Researchers have made significant strides in wireless communication by creating a programmable metasurface capable of direct microwave-to-optical conversion without the need for direct current (DC) power. This innovation not only facilitates high-speed transmission but also empowers bidirectional communication between different mediums, such as air and water.
The developed metasurface functions by integrating microwave and optical components, enabling seamless cross-media communication—an increasingly important aspect of next-generation connectivity.
Traditionally, microwave-to-optical conversion processes, which bridge electrical and optical domains, have relied on complex systems often requiring cumbersome external power supplies. These methods pose limitations including high costs, elevated power consumption, and increased complexity. The newly proposed metasurface, detailed by Zhang et al. (2025), addresses these challenges by eliminating the necessity of external power sources.
Utilizing subwavelength structures, the metasurface simultaneously interacts with both microwave and optical fields. This design allows it to absorb microwave energy efficiently, converting it directly to optical signals without additional wired input. One of the defining characteristics of this approach is its use of integrated semiconductor components, including Schottky diodes, which drive the laser emission on the metasurface through induced currents.
"Our programmable metasurface provides distinctly different routes to implement free-space microwave-to-optical conversion, offering significant advantages of wireless conversion, simple process, and high flexibility," Zhang stated. This capability paves the way for practical applications, making communication systems more efficient.

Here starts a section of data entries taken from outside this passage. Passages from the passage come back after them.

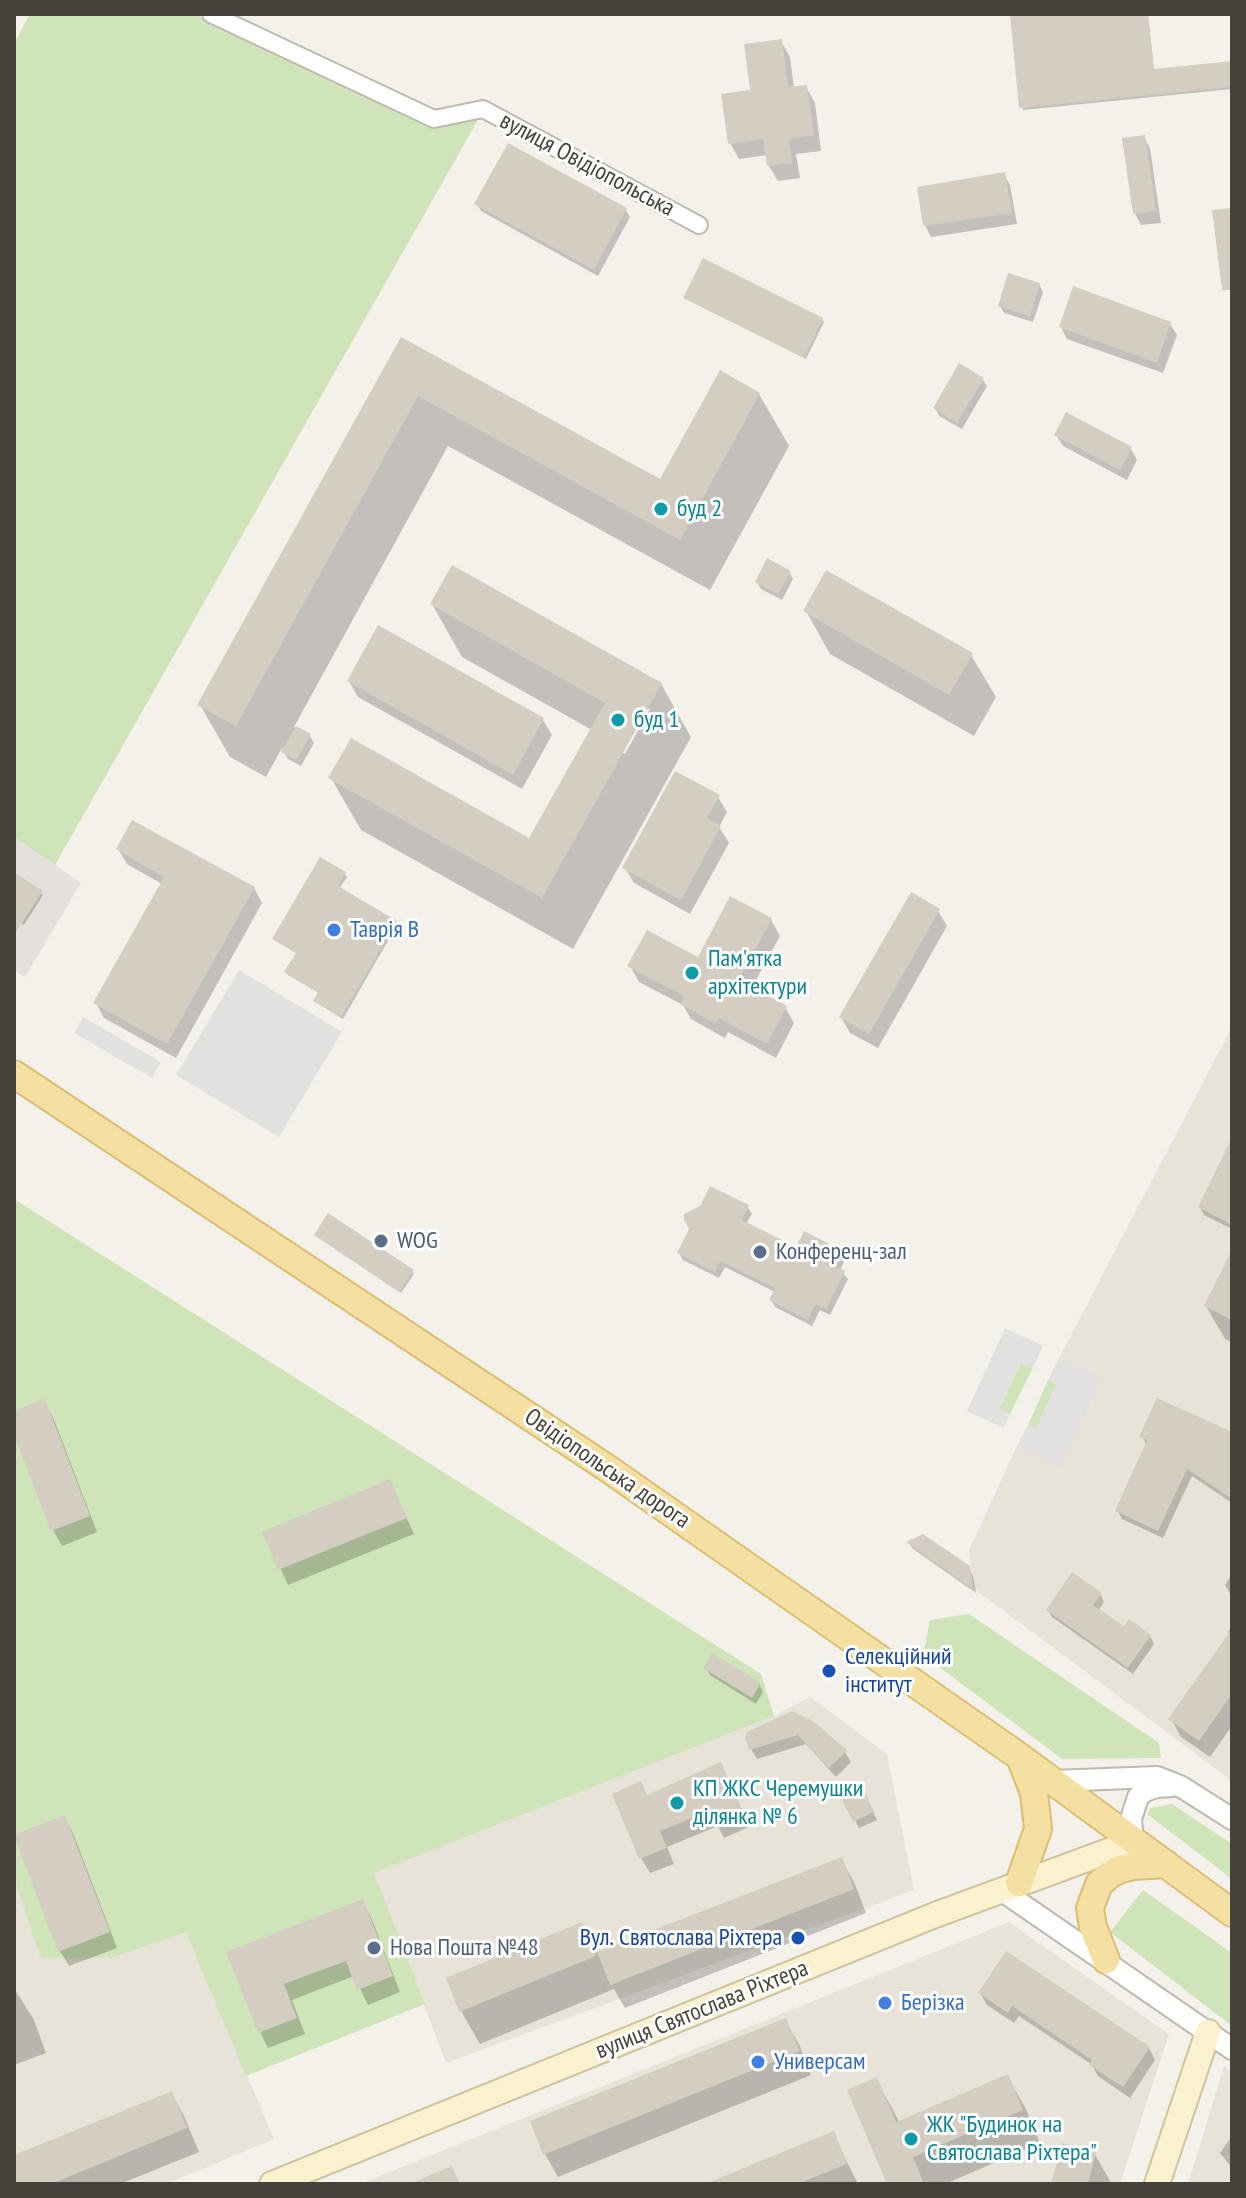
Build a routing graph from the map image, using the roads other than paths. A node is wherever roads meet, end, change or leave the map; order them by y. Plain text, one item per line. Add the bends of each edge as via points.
1 (211, 14) edge
2 (699, 225) dead end
3 (14, 1074) edge
4 (1020, 1757) junction
5 (1052, 1781) junction
6 (1180, 1786) junction
7 (1232, 1819) edge
8 (1133, 1842) junction
9 (1166, 1864) junction
10 (1010, 1886) junction
11 (1232, 1913) edge
12 (1106, 1960) junction
13 (1208, 2032) junction
14 (1232, 2049) edge
15 (272, 2184) edge
16 (1157, 2184) edge

1 - 2 street, вулиця Овідіопольська via 434,119 483,109
3 - 4 main road, Овідіопольська дорога via 607,1468
4 - 5 main road, Овідіопольська дорога
4 - 10 main road via 1034,1793 1038,1829
5 - 6 street via 1148,1776
5 - 8 main road, Овідіопольська дорога
6 - 7 street
6 - 8 street via 1156,1787 1138,1797 1131,1819
8 - 9 main road, Овідіопольська дорога
8 - 10 main road, вулиця Святослава Ріхтера
9 - 11 main road, Овідіопольська дорога
9 - 12 main road via 1120,1869 1099,1884 1090,1908
10 - 12 street
10 - 15 main road, вулиця Святослава Ріхтера
12 - 13 street
13 - 14 street
13 - 16 main road

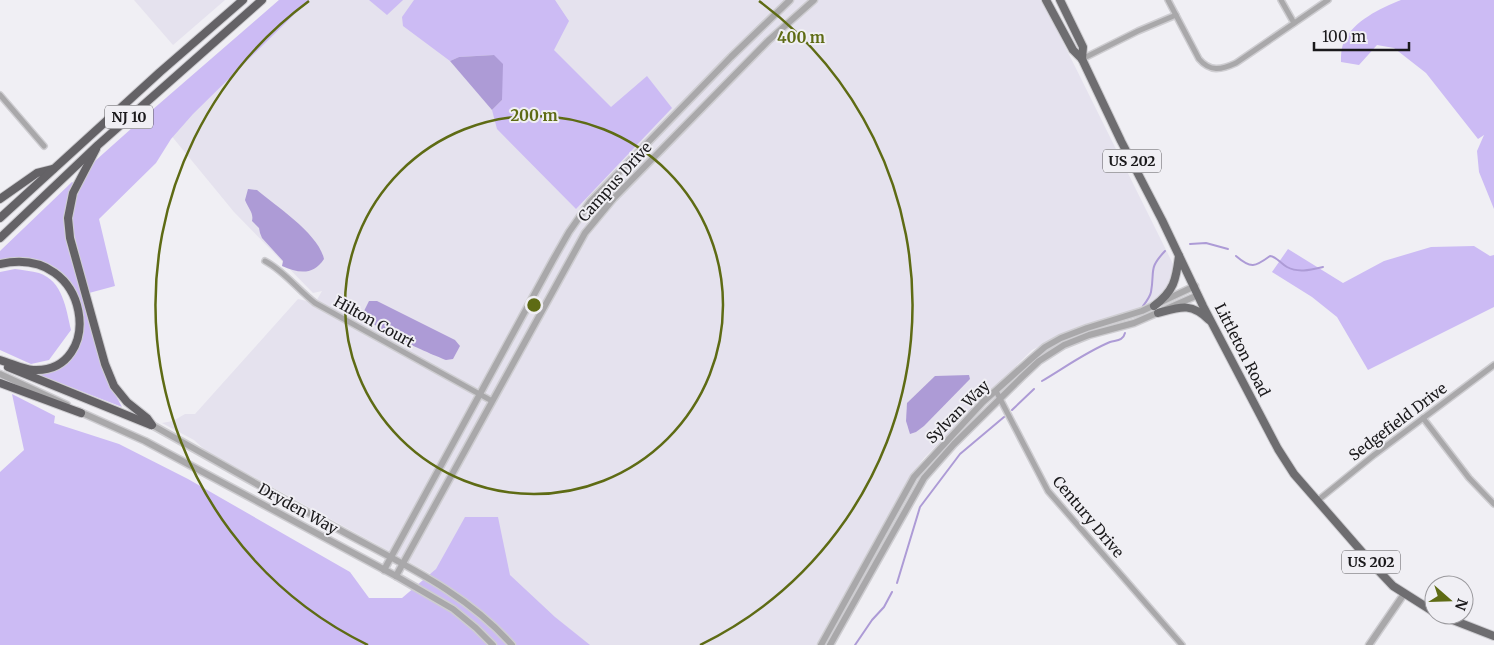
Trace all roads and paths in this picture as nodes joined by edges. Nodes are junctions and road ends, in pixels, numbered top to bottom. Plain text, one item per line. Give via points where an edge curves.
1 (243, 0) edge
2 (262, 0) edge
3 (790, 0) edge
4 (814, 0) edge
5 (1046, 0) edge
6 (1060, 0) edge
7 (1168, 0) edge
8 (1281, 0) edge
9 (1328, 0) edge
10 (1176, 15) junction
11 (1294, 23) junction
12 (1082, 59) junction
13 (0, 95) edge
14 (98, 145) junction
15 (44, 146) dead end
16 (55, 168) junction
17 (0, 199) edge
18 (0, 218) edge
19 (0, 238) edge
20 (1180, 256) junction
21 (264, 261) dead end
22 (0, 264) edge
23 (1195, 286) junction
24 (1198, 295) junction
25 (1156, 309) junction
26 (1212, 323) junction
27 (0, 360) edge
28 (0, 364) edge
29 (1494, 365) edge
30 (0, 374) edge
31 (0, 384) edge
32 (996, 391) junction
33 (479, 394) junction
34 (1000, 399) junction
35 (492, 401) junction
36 (81, 413) junction
37 (1423, 418) junction
38 (152, 425) junction
39 (1317, 501) junction
40 (1494, 504) edge
41 (390, 558) junction
42 (402, 564) junction
43 (384, 570) junction
44 (396, 576) junction
45 (1404, 594) junction
46 (1424, 606) edge
47 (1466, 625) edge
48 (1494, 636) edge
49 (493, 645) edge
50 (512, 645) edge
51 (821, 645) edge
52 (830, 645) edge
53 (1182, 645) edge
54 (1370, 645) edge

1 - 16 highway, NJ 10
2 - 14 highway, NJ 10
3 - 33 street, Campus Drive via 590,202 561,246
4 - 35 street, Campus Drive via 768,41 585,232
5 - 12 main road, Littleton Road / US 202 via 1073,50
6 - 12 main road, Littleton Road / US 202 via 1083,47
7 - 10 street
8 - 11 street
9 - 11 street
10 - 11 street via 1199,59 1216,69 1236,63
10 - 12 street
12 - 20 main road, Littleton Road / US 202
13 - 15 street
14 - 19 highway, NJ 10
14 - 38 highway via 73,193 68,218 70,238 114,386
16 - 17 highway via 36,173
16 - 18 highway, NJ 10
20 - 23 main road, Littleton Road / US 202
20 - 25 main road via 1172,287
21 - 33 street, Hilton Court via 278,268 315,303
22 - 27 highway via 30,262 58,275 76,298 80,320 75,345 54,366 32,370
23 - 24 main road, Littleton Road / US 202
23 - 25 street, Sylvan Way
24 - 25 street, Sylvan Way
24 - 26 main road, Littleton Road / US 202
25 - 26 main road via 1189,307
25 - 32 street, Sylvan Way via 1061,338 1045,347
25 - 34 street, Sylvan Way via 1134,323 1064,345 1039,361
26 - 39 main road, Littleton Road / US 202 via 1270,437 1294,474
28 - 38 highway
29 - 37 street, Sedgefield Drive
30 - 36 street, Dryden Way
31 - 36 highway
32 - 34 street, Century Drive
32 - 51 street, Sylvan Way via 914,477
33 - 35 street, Hilton Court
33 - 41 street, Campus Drive
34 - 52 street, Sylvan Way via 924,478
34 - 53 street, Century Drive via 1048,492
35 - 42 street, Campus Drive
36 - 43 street, Dryden Way via 146,441
37 - 39 street, Sedgefield Drive
37 - 40 street via 1469,478
38 - 41 street, Dryden Way
39 - 45 main road, Littleton Road / US 202 via 1376,568
41 - 42 street, Dryden Way
41 - 43 street, Campus Drive
42 - 44 street, Campus Drive
42 - 50 street, Dryden Way via 463,600 482,614
43 - 44 street, Dryden Way
44 - 49 street, Dryden Way via 453,609
45 - 46 main road, Littleton Road / US 202
45 - 54 street
47 - 48 main road

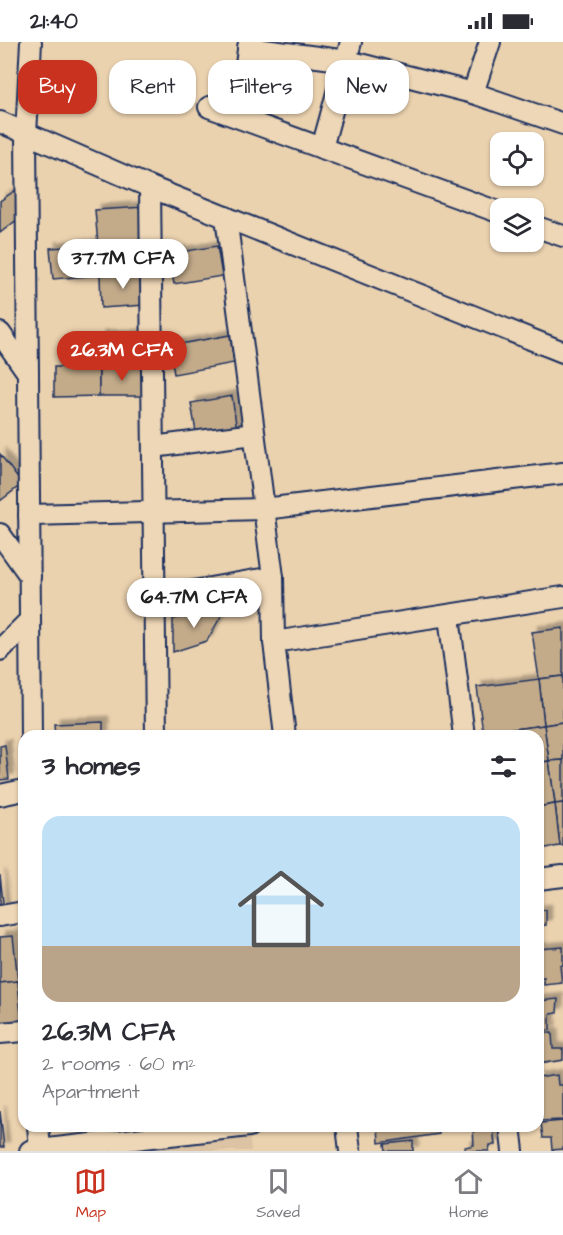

Experiments demonstrated the effectiveness of this metasurface, achieving bidirectional real-time data exchange across air-water boundaries—a significant milestone for future wireless networks. The research team established two independent transmission links: one for microwave-to-laser communication (from air to underwater) and the other for laser-to-microwave signals (from underwater to air).
The metasurface supports switching speeds of up to hundreds of kilohertz, showcasing its ability to facilitate fast and efficient conversions. "The entire conversion process is completed fully on the integrated ultrathin metasurface, which is critically important for the development of full-duplex and low-overhead cross-media transmission system," the researchers reported.
With this technology, devices operating underwater can transmit data to the surface and vice versa, enabling seamless integration of sensor networks and data communication channels between different environments. Applications could expand to include marine exploration, environmental monitoring, and even enhanced connectivity for remote underwater operations.
The substantial promise of this programmable metasurface lies not only within telecommunications but also indicates potential advancements within quantum technologies, where efficient microwave-optical conversions could facilitate new methods for encoding and transmitting information.
Looking toward the future, these innovations could be of great significance for the anticipated sixth-generation (6G) communication networks, aiming for seamless connectivity across air, water, and even outer space scenarios. The findings from this research decidedly advance the capabilities within telecommunications, setting the stage for fully-connected global networks.